** DATA IN THIS EXERCISE follows **
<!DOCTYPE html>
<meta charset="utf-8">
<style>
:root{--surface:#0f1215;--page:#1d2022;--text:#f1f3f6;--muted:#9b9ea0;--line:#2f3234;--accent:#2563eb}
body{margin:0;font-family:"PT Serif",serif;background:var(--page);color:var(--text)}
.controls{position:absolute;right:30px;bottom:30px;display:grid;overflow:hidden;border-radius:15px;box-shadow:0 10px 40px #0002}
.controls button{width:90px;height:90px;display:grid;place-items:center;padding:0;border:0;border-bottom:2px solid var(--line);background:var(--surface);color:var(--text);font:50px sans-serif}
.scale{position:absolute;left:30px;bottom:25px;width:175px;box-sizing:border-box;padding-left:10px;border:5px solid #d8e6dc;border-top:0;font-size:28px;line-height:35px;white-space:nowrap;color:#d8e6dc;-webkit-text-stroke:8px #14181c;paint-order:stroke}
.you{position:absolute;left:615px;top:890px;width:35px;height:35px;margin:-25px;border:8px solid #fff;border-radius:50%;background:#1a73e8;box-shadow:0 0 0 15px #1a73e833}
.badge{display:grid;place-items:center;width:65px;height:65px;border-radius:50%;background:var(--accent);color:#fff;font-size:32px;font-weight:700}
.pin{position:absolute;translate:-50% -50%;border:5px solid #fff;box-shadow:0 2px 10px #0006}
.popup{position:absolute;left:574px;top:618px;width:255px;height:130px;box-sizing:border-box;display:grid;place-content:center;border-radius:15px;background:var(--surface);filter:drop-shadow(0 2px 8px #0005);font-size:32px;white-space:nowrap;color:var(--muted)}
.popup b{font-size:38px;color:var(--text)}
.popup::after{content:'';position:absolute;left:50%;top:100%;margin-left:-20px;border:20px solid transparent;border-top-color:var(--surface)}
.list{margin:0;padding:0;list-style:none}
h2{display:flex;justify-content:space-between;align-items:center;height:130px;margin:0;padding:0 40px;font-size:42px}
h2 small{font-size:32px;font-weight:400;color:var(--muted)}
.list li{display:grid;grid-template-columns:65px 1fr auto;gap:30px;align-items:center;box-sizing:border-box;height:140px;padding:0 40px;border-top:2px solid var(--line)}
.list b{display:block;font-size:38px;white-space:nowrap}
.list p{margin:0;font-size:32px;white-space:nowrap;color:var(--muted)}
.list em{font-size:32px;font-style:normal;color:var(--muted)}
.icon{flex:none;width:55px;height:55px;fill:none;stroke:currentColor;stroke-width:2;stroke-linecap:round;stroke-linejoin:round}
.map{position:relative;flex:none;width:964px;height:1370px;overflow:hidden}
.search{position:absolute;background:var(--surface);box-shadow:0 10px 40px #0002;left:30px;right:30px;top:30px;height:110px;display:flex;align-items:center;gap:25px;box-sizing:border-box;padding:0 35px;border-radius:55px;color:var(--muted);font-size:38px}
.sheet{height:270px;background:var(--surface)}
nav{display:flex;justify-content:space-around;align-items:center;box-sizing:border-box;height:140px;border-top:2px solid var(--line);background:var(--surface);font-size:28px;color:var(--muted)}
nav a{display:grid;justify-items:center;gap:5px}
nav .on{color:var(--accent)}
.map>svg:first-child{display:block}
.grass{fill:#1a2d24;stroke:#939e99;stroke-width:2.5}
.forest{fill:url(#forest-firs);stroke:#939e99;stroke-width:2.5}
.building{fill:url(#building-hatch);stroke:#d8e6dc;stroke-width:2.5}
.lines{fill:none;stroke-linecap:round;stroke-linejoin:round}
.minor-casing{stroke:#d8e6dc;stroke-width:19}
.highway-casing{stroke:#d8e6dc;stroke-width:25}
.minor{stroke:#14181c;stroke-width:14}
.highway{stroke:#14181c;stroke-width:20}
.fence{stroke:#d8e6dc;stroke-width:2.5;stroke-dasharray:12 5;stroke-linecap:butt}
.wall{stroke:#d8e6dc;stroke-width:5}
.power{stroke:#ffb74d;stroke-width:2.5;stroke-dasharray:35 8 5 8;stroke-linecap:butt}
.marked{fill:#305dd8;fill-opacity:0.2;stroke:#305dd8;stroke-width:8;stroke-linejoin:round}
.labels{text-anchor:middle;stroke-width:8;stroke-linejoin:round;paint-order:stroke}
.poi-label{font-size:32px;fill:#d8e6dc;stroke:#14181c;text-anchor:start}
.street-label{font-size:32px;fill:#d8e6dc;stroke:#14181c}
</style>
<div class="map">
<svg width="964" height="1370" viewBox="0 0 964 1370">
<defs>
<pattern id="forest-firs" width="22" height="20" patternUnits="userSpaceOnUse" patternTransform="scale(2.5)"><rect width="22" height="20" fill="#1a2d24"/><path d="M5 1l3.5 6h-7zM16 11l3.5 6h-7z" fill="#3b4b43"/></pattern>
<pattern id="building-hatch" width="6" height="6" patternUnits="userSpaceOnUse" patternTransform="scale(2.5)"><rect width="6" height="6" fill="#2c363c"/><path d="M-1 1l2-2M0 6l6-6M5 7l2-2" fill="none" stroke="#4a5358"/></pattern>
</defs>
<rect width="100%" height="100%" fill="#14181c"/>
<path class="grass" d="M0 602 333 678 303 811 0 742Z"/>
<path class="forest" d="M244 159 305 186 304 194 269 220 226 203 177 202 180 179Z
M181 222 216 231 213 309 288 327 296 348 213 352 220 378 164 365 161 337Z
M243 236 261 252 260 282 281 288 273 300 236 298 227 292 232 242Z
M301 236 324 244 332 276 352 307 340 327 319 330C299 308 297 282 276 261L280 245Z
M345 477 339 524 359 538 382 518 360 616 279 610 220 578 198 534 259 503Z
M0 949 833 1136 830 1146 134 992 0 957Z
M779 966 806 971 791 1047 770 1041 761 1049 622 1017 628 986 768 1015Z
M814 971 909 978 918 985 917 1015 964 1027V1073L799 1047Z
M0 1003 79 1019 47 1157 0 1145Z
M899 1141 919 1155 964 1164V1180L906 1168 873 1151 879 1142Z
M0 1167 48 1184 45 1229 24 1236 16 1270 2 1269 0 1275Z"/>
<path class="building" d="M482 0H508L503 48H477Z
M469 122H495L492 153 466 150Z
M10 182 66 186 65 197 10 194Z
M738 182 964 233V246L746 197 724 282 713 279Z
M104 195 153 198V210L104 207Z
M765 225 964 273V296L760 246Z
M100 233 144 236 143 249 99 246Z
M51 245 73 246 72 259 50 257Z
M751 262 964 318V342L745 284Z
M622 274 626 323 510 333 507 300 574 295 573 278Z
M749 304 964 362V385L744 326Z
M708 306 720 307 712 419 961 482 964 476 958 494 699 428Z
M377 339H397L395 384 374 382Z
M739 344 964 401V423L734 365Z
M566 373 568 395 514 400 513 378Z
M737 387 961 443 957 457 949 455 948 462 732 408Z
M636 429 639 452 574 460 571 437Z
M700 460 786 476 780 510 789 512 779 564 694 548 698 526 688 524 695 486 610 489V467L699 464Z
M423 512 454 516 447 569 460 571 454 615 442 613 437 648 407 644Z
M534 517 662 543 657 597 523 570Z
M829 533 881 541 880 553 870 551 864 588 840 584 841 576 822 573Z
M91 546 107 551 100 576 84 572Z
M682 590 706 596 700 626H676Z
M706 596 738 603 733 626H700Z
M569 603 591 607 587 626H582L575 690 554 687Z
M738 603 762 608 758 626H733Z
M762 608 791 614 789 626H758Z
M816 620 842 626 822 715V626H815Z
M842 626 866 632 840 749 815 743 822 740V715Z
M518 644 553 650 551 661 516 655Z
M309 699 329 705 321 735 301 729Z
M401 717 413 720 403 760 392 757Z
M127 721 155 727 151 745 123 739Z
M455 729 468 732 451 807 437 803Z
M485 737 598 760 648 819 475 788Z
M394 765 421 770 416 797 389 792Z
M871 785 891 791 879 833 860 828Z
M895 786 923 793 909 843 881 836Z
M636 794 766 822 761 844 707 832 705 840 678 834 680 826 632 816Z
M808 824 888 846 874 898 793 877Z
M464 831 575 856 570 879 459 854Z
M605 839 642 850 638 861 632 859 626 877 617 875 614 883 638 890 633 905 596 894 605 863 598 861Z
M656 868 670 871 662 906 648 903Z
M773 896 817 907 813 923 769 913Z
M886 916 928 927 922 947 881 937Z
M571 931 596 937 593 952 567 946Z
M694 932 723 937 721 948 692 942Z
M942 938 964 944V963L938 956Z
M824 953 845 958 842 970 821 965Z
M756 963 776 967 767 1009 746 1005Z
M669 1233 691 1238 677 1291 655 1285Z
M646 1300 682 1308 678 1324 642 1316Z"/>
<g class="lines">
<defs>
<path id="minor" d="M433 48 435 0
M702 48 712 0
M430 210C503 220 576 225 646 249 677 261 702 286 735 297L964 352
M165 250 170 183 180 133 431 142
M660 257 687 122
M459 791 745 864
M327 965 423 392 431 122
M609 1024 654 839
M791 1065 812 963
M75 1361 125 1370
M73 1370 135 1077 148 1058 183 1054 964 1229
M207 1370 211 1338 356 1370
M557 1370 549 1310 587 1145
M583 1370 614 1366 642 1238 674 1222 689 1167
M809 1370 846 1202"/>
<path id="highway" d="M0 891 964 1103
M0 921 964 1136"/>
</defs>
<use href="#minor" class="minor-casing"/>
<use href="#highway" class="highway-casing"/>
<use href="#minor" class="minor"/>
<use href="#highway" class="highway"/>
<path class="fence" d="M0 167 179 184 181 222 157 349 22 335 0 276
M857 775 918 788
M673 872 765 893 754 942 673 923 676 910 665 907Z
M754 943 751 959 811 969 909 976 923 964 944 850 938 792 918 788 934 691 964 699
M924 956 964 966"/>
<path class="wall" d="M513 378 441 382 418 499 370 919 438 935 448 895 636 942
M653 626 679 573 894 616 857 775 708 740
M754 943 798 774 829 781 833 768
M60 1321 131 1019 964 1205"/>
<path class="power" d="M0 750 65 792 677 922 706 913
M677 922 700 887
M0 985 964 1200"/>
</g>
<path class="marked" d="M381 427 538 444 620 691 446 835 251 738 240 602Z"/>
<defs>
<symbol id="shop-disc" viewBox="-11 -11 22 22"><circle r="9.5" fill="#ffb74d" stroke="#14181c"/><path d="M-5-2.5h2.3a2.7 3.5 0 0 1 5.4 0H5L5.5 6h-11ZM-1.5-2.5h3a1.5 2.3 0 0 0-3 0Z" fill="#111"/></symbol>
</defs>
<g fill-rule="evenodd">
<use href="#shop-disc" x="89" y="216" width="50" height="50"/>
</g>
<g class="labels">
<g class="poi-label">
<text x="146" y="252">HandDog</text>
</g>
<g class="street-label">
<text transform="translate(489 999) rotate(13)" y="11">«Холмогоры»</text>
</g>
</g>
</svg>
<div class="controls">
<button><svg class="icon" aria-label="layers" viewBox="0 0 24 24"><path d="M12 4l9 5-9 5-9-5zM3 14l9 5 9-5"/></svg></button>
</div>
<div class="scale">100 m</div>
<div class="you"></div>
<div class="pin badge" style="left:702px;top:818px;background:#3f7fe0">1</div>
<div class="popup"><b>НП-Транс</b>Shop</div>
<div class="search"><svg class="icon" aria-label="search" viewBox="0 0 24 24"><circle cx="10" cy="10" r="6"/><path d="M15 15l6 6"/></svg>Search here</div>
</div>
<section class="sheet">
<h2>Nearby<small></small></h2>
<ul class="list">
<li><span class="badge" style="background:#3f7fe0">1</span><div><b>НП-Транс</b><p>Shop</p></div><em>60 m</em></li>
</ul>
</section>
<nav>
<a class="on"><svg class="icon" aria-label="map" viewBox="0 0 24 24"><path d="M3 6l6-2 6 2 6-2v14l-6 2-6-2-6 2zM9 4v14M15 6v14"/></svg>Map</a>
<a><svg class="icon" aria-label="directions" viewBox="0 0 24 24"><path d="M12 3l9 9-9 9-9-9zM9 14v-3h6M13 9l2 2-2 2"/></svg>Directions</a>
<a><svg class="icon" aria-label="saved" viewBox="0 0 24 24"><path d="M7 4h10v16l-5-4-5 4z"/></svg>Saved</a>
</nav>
** End of DATA IN THIS EXERCISE **
Answer with one number: how many lines of the entries above include the word "controls".

3